### What you should do
Beginning with the line that holds "index dip: (572, 170)", copy every remaining line of the listing below exactly, and leave the pictures out.

──────────────────────────────

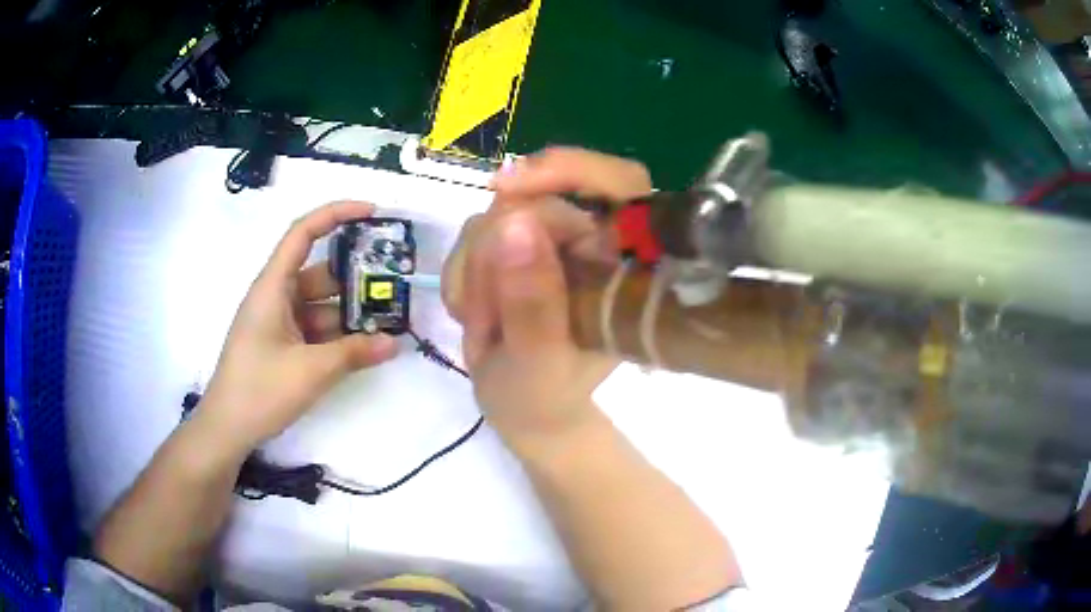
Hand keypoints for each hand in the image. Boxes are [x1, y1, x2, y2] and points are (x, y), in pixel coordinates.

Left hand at [197, 201, 398, 455]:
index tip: (372, 212)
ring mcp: (279, 322)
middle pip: (319, 272)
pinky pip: (315, 328)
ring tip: (389, 321)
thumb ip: (354, 353)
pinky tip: (365, 346)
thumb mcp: (311, 371)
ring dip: (350, 312)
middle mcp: (276, 296)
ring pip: (320, 304)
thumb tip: (395, 343)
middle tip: (394, 283)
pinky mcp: (282, 344)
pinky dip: (338, 334)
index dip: (336, 214)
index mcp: (273, 286)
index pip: (303, 233)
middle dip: (355, 276)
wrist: (228, 429)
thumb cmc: (260, 389)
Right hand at [443, 148, 651, 453]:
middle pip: (541, 197)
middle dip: (496, 250)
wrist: (523, 410)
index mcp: (626, 264)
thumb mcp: (539, 363)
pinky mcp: (517, 245)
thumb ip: (533, 304)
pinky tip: (472, 313)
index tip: (509, 188)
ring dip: (476, 270)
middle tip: (482, 309)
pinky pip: (474, 232)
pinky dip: (462, 273)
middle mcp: (595, 241)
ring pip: (499, 213)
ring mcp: (553, 240)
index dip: (572, 170)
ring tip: (483, 324)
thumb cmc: (544, 397)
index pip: (620, 183)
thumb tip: (516, 225)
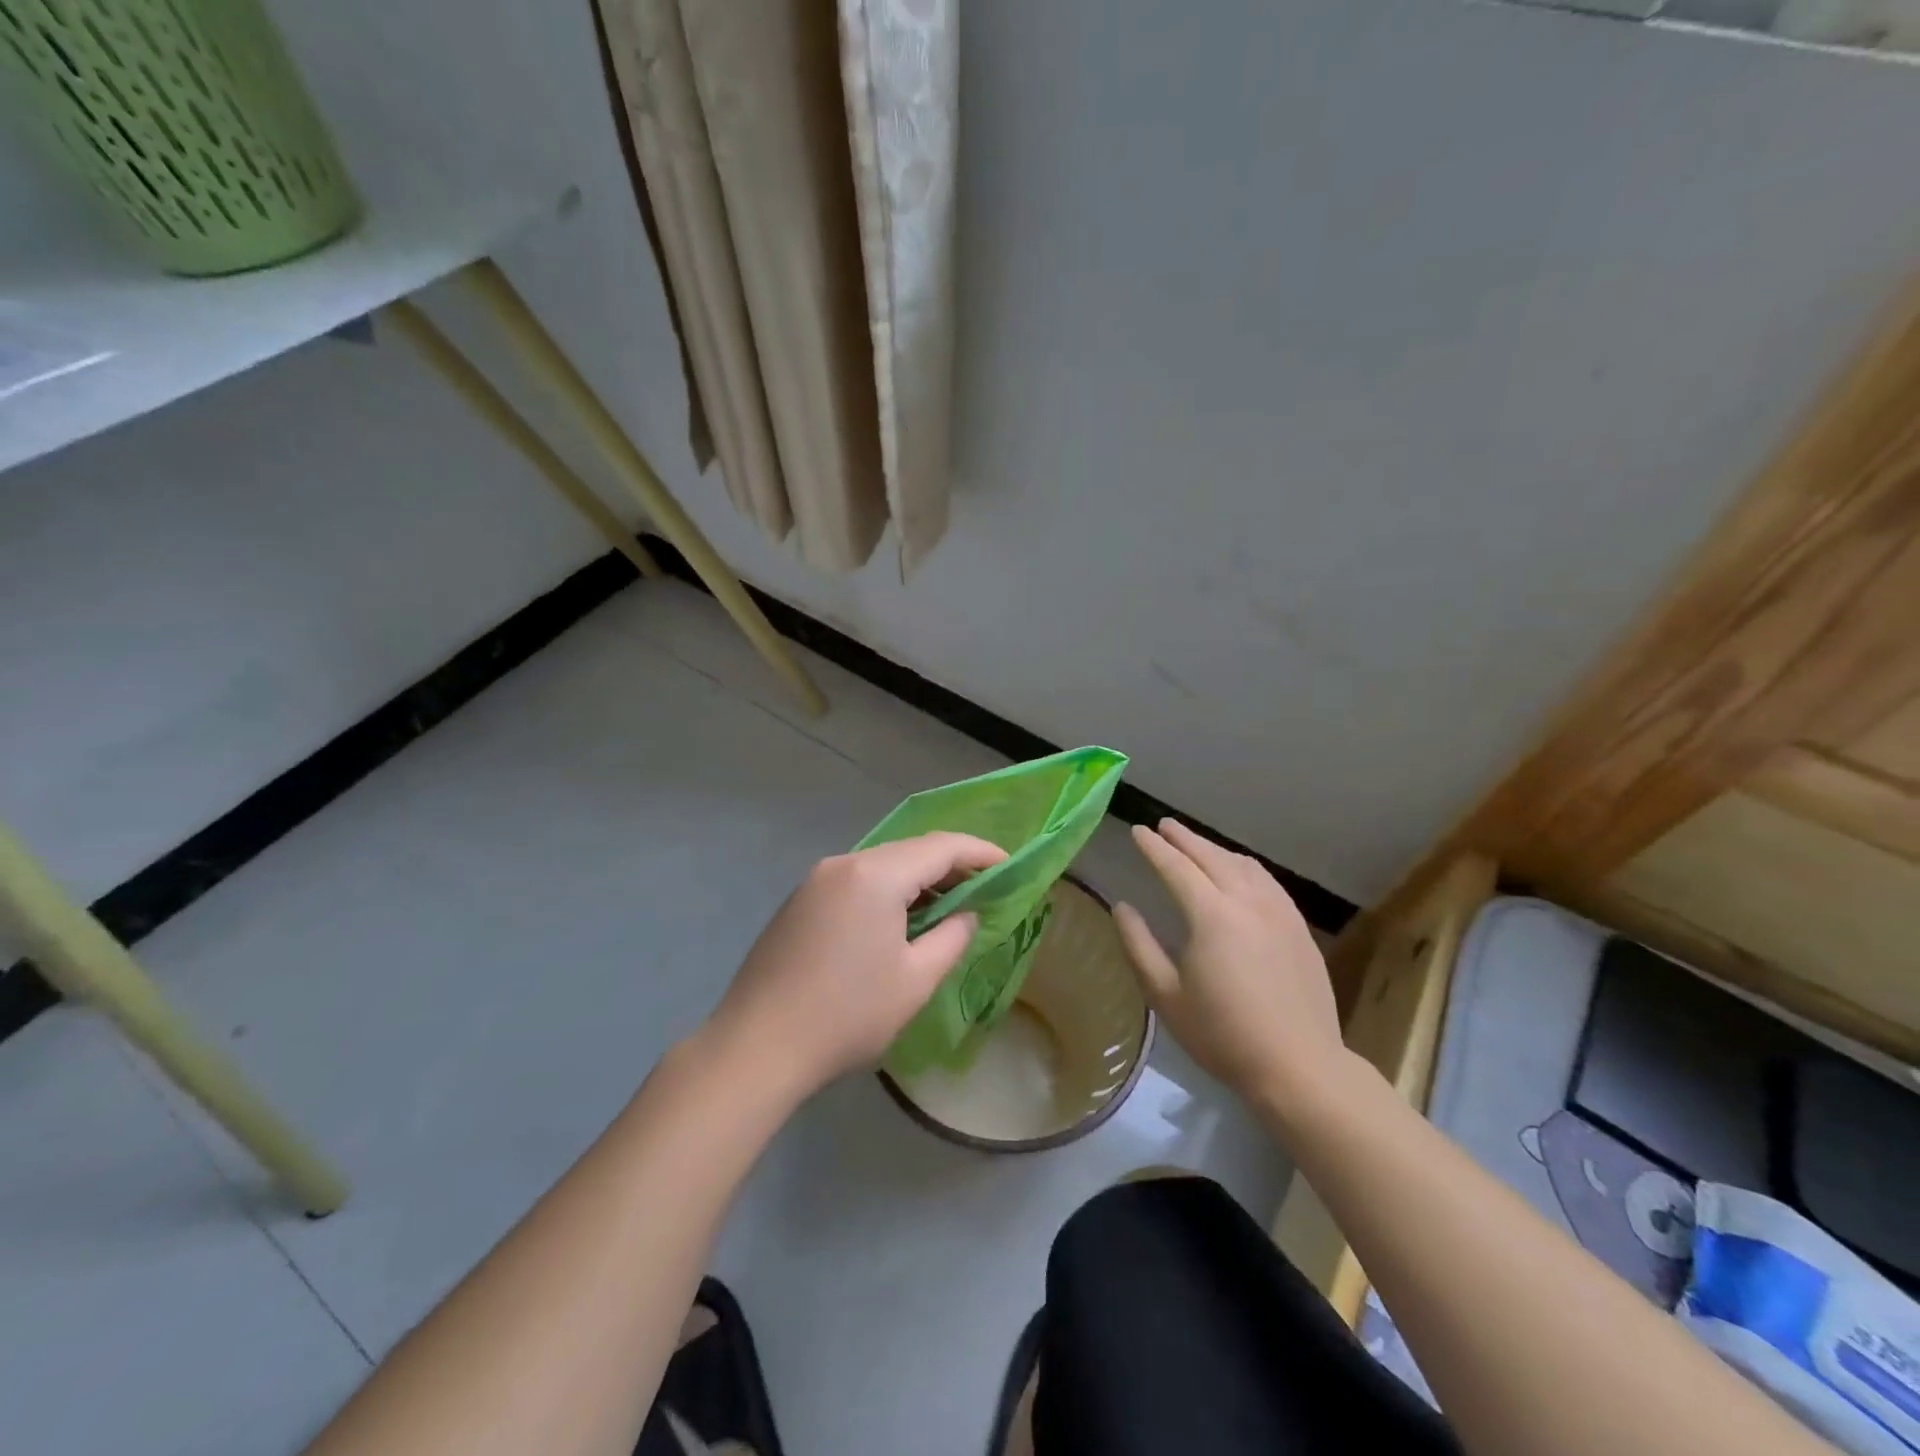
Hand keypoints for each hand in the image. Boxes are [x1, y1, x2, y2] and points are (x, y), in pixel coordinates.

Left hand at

──────────────────────────────

### Answer to this task
index dip: (572, 170)
ring tip: (483, 324)
thumb cmc: (544, 397)
index pip: (620, 183)
thumb tip: (516, 225)
Hand keypoints for each hand in the image. Boxes are [x1, y1, x2, y2] and points are (x, y), in pixel coordinates.

Left hand at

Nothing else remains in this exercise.